Bu noktada yapılan büyük yanlışlardan bir tanesi, sanatın insan için var olmasının aynı zamanda sanat için de var olabileceğini engellediğine inanılmasıdır. Oysa, sanata değer katabilmek uğraşı, sanatı sanat için de var edebilme tutkusu, sanatı geliştirmek insanın anlam arayışına muazzam bir katkıda bulunacaktır. Bir başkasının anlam arayışını hissedebilme çabası, sanatın - yani soyut bir dünyayı somutlaştırma çabasının- hiçbir baskı altında kalmadan yalnızca sanat için, bahsettiğimiz bu çaba için yapılmasıyla doğallığını koruyacak ve gerçek yaşamda izler bulmamızı kolaylaştıracaktır.

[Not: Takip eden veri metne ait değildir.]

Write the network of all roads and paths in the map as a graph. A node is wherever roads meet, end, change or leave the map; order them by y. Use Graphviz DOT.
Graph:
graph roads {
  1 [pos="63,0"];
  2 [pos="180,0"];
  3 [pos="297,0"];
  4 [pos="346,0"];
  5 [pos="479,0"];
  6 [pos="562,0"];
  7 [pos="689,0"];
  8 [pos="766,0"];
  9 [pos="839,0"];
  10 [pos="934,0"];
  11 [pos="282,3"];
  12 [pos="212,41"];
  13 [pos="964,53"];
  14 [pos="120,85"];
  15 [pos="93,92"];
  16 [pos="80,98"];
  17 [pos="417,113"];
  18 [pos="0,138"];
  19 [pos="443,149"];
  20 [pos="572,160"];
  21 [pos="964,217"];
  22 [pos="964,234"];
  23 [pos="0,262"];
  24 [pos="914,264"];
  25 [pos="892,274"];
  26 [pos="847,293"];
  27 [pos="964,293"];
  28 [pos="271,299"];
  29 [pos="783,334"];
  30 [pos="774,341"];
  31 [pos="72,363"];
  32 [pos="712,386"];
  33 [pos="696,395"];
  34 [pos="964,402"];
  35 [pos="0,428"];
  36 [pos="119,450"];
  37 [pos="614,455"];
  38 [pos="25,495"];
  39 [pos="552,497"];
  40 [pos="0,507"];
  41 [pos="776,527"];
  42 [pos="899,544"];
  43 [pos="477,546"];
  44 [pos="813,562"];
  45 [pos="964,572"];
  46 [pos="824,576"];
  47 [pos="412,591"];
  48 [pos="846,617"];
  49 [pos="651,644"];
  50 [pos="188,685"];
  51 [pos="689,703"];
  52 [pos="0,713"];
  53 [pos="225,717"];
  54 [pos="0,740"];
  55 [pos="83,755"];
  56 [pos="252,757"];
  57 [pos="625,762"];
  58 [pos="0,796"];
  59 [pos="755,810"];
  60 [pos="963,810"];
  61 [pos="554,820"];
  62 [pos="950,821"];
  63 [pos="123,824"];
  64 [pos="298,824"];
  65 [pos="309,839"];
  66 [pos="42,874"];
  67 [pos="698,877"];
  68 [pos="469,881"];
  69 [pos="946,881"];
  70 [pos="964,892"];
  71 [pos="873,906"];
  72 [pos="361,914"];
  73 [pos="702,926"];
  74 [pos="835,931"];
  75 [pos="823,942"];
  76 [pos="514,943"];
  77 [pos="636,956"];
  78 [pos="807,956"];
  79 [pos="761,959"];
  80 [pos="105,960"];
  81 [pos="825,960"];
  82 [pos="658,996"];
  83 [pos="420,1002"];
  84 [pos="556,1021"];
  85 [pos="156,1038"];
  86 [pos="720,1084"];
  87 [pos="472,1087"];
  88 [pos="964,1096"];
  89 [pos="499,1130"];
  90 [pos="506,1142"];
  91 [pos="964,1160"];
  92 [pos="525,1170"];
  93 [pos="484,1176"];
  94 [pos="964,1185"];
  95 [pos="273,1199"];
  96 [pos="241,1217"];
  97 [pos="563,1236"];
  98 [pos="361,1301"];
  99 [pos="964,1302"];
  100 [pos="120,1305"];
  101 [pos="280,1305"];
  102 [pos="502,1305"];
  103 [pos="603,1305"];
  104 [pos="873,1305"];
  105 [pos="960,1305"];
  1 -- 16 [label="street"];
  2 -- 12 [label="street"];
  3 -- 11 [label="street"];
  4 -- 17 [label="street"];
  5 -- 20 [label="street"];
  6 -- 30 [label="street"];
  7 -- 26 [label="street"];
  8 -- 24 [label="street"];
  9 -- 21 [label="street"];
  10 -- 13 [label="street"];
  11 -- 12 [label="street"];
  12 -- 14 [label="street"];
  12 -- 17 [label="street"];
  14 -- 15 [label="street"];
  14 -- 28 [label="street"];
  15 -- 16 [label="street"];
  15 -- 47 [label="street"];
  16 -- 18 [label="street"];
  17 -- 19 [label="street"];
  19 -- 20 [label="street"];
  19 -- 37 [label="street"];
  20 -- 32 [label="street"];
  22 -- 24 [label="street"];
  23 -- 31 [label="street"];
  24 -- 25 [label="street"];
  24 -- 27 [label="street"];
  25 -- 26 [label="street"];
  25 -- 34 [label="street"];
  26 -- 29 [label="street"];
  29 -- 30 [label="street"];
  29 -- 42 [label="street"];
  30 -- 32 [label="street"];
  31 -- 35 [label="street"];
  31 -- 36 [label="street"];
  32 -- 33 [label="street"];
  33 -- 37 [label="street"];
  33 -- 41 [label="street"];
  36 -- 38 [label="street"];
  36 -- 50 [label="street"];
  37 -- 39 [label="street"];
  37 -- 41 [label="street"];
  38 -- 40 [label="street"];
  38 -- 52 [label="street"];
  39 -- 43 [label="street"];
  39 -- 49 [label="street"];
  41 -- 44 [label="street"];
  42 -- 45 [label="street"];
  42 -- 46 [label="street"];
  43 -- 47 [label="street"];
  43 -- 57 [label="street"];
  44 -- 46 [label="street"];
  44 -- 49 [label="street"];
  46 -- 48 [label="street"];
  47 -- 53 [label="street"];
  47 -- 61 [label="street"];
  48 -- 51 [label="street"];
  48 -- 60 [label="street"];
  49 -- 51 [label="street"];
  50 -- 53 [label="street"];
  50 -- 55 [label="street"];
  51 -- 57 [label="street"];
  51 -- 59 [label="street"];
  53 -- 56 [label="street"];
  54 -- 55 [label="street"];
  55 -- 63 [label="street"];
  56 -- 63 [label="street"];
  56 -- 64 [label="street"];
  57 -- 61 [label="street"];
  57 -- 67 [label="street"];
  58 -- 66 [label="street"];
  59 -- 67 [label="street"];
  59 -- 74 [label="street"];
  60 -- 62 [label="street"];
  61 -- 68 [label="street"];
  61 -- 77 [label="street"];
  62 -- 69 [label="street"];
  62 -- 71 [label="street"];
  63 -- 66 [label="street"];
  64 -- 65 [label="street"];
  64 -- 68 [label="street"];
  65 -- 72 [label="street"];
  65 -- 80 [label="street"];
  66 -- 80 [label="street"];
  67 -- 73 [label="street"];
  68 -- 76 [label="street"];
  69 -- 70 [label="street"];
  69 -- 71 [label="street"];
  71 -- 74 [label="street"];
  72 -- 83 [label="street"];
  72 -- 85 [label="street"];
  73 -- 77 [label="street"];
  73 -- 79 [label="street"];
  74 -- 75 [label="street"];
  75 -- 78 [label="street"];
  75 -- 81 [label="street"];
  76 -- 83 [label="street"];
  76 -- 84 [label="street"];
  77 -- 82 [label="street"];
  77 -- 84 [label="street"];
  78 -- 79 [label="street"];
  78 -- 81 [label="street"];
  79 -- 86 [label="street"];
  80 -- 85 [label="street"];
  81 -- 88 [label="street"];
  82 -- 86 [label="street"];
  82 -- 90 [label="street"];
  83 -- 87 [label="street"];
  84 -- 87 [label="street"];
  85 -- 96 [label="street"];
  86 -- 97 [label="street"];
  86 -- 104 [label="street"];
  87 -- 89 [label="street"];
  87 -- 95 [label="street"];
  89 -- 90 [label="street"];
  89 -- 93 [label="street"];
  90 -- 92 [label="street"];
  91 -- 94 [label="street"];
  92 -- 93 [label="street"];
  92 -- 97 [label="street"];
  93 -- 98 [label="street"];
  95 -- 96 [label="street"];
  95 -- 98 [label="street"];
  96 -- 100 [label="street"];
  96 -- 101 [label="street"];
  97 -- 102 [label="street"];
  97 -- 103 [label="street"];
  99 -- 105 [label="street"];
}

Sonuç olarak, sanat toplumsal bir mesaj içerme amacıyla yapılabileceği gibi nihai amacı insanın söze dökülmeyeni -belki dökülemeyeni- gösterme çabasıdır. İnsan için bir ihtiyaçtır. Ve insan ile var olacaktır. Ancak, sanata değer katma çabası ve sanatı sanat için yapabilme yeteneği de insanın anlam arayışına vereceği katkı sebebiyle göz ardı edilmemelidir. Sanat, bazen toplum için var olmalı ama her daim insan ve sanatın kendisi için var olmalıdır!